====== Data provided

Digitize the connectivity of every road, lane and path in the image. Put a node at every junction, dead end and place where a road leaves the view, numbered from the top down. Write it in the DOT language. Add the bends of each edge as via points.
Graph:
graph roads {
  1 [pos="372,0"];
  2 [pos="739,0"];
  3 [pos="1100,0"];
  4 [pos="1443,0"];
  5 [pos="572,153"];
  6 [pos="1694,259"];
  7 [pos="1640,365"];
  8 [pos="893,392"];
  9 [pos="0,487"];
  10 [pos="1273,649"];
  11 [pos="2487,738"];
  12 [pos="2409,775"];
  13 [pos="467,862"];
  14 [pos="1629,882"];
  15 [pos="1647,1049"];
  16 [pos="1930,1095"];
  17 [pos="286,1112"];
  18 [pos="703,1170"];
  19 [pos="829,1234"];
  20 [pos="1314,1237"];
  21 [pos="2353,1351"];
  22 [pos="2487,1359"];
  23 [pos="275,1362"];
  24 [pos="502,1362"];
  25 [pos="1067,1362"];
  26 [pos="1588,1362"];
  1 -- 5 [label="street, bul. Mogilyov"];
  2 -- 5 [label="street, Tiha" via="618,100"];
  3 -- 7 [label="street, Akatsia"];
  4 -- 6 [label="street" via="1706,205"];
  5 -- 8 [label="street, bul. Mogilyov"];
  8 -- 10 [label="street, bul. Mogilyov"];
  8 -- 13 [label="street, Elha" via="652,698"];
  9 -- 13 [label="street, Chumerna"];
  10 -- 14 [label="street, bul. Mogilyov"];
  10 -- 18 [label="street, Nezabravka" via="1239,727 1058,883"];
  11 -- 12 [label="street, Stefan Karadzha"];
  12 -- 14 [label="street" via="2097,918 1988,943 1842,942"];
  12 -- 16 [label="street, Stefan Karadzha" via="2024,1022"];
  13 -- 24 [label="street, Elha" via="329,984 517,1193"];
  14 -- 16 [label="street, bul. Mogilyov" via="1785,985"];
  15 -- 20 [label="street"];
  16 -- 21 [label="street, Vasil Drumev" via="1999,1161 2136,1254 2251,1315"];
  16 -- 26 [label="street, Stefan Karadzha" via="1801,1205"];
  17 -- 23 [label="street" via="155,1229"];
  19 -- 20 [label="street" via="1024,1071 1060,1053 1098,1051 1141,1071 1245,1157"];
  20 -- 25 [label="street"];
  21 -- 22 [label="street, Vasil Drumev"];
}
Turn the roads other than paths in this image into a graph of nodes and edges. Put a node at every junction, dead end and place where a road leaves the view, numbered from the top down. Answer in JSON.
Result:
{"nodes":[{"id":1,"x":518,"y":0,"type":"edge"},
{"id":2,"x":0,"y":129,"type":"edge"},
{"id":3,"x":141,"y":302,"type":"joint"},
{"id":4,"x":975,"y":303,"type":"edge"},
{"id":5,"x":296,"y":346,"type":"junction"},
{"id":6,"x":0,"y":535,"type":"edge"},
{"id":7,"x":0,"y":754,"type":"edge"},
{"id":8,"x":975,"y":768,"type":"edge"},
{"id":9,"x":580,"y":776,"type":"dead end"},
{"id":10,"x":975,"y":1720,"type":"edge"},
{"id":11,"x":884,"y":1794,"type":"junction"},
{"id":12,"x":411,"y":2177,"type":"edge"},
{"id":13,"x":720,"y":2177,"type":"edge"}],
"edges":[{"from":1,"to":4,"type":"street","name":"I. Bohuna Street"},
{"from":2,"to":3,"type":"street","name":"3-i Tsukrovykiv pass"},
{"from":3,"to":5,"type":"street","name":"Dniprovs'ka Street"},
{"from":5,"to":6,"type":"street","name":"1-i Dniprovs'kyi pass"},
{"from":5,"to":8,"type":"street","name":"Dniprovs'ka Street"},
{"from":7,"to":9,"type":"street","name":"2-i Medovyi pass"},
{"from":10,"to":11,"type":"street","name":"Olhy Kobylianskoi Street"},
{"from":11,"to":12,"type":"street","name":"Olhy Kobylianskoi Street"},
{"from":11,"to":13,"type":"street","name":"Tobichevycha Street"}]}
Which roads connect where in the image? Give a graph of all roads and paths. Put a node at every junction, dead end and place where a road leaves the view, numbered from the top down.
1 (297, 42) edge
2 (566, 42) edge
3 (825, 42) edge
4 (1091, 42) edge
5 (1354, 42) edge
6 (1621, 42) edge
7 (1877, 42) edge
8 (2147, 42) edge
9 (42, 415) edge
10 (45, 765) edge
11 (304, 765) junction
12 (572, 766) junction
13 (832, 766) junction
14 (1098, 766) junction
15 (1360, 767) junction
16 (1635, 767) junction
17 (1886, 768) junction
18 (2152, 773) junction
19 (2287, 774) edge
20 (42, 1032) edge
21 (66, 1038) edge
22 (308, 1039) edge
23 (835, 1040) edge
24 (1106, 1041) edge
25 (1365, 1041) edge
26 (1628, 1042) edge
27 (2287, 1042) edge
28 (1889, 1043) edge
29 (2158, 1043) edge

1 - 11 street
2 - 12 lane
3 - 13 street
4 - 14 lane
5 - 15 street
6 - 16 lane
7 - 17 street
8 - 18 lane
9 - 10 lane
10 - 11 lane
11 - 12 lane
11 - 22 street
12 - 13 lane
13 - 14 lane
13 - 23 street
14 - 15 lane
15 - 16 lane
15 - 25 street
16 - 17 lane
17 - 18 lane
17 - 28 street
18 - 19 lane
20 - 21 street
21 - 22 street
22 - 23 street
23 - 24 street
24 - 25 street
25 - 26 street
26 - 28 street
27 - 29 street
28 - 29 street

============

Your goal: All of the records above should be given again exactly as written.

Result of the exercise:
Digitize the connectivity of every road, lane and path in the image. Put a node at every junction, dead end and place where a road leaves the view, numbered from the top down. Write it in the DOT language. Add the bends of each edge as via points.
Graph:
graph roads {
  1 [pos="372,0"];
  2 [pos="739,0"];
  3 [pos="1100,0"];
  4 [pos="1443,0"];
  5 [pos="572,153"];
  6 [pos="1694,259"];
  7 [pos="1640,365"];
  8 [pos="893,392"];
  9 [pos="0,487"];
  10 [pos="1273,649"];
  11 [pos="2487,738"];
  12 [pos="2409,775"];
  13 [pos="467,862"];
  14 [pos="1629,882"];
  15 [pos="1647,1049"];
  16 [pos="1930,1095"];
  17 [pos="286,1112"];
  18 [pos="703,1170"];
  19 [pos="829,1234"];
  20 [pos="1314,1237"];
  21 [pos="2353,1351"];
  22 [pos="2487,1359"];
  23 [pos="275,1362"];
  24 [pos="502,1362"];
  25 [pos="1067,1362"];
  26 [pos="1588,1362"];
  1 -- 5 [label="street, bul. Mogilyov"];
  2 -- 5 [label="street, Tiha" via="618,100"];
  3 -- 7 [label="street, Akatsia"];
  4 -- 6 [label="street" via="1706,205"];
  5 -- 8 [label="street, bul. Mogilyov"];
  8 -- 10 [label="street, bul. Mogilyov"];
  8 -- 13 [label="street, Elha" via="652,698"];
  9 -- 13 [label="street, Chumerna"];
  10 -- 14 [label="street, bul. Mogilyov"];
  10 -- 18 [label="street, Nezabravka" via="1239,727 1058,883"];
  11 -- 12 [label="street, Stefan Karadzha"];
  12 -- 14 [label="street" via="2097,918 1988,943 1842,942"];
  12 -- 16 [label="street, Stefan Karadzha" via="2024,1022"];
  13 -- 24 [label="street, Elha" via="329,984 517,1193"];
  14 -- 16 [label="street, bul. Mogilyov" via="1785,985"];
  15 -- 20 [label="street"];
  16 -- 21 [label="street, Vasil Drumev" via="1999,1161 2136,1254 2251,1315"];
  16 -- 26 [label="street, Stefan Karadzha" via="1801,1205"];
  17 -- 23 [label="street" via="155,1229"];
  19 -- 20 [label="street" via="1024,1071 1060,1053 1098,1051 1141,1071 1245,1157"];
  20 -- 25 [label="street"];
  21 -- 22 [label="street, Vasil Drumev"];
}
Turn the roads other than paths in this image into a graph of nodes and edges. Put a node at every junction, dead end and place where a road leaves the view, numbered from the top down. Answer in JSON.
Result:
{"nodes":[{"id":1,"x":518,"y":0,"type":"edge"},
{"id":2,"x":0,"y":129,"type":"edge"},
{"id":3,"x":141,"y":302,"type":"joint"},
{"id":4,"x":975,"y":303,"type":"edge"},
{"id":5,"x":296,"y":346,"type":"junction"},
{"id":6,"x":0,"y":535,"type":"edge"},
{"id":7,"x":0,"y":754,"type":"edge"},
{"id":8,"x":975,"y":768,"type":"edge"},
{"id":9,"x":580,"y":776,"type":"dead end"},
{"id":10,"x":975,"y":1720,"type":"edge"},
{"id":11,"x":884,"y":1794,"type":"junction"},
{"id":12,"x":411,"y":2177,"type":"edge"},
{"id":13,"x":720,"y":2177,"type":"edge"}],
"edges":[{"from":1,"to":4,"type":"street","name":"I. Bohuna Street"},
{"from":2,"to":3,"type":"street","name":"3-i Tsukrovykiv pass"},
{"from":3,"to":5,"type":"street","name":"Dniprovs'ka Street"},
{"from":5,"to":6,"type":"street","name":"1-i Dniprovs'kyi pass"},
{"from":5,"to":8,"type":"street","name":"Dniprovs'ka Street"},
{"from":7,"to":9,"type":"street","name":"2-i Medovyi pass"},
{"from":10,"to":11,"type":"street","name":"Olhy Kobylianskoi Street"},
{"from":11,"to":12,"type":"street","name":"Olhy Kobylianskoi Street"},
{"from":11,"to":13,"type":"street","name":"Tobichevycha Street"}]}
Which roads connect where in the image? Give a graph of all roads and paths. Put a node at every junction, dead end and place where a road leaves the view, numbered from the top down.
1 (297, 42) edge
2 (566, 42) edge
3 (825, 42) edge
4 (1091, 42) edge
5 (1354, 42) edge
6 (1621, 42) edge
7 (1877, 42) edge
8 (2147, 42) edge
9 (42, 415) edge
10 (45, 765) edge
11 (304, 765) junction
12 (572, 766) junction
13 (832, 766) junction
14 (1098, 766) junction
15 (1360, 767) junction
16 (1635, 767) junction
17 (1886, 768) junction
18 (2152, 773) junction
19 (2287, 774) edge
20 (42, 1032) edge
21 (66, 1038) edge
22 (308, 1039) edge
23 (835, 1040) edge
24 (1106, 1041) edge
25 (1365, 1041) edge
26 (1628, 1042) edge
27 (2287, 1042) edge
28 (1889, 1043) edge
29 (2158, 1043) edge

1 - 11 street
2 - 12 lane
3 - 13 street
4 - 14 lane
5 - 15 street
6 - 16 lane
7 - 17 street
8 - 18 lane
9 - 10 lane
10 - 11 lane
11 - 12 lane
11 - 22 street
12 - 13 lane
13 - 14 lane
13 - 23 street
14 - 15 lane
15 - 16 lane
15 - 25 street
16 - 17 lane
17 - 18 lane
17 - 28 street
18 - 19 lane
20 - 21 street
21 - 22 street
22 - 23 street
23 - 24 street
24 - 25 street
25 - 26 street
26 - 28 street
27 - 29 street
28 - 29 street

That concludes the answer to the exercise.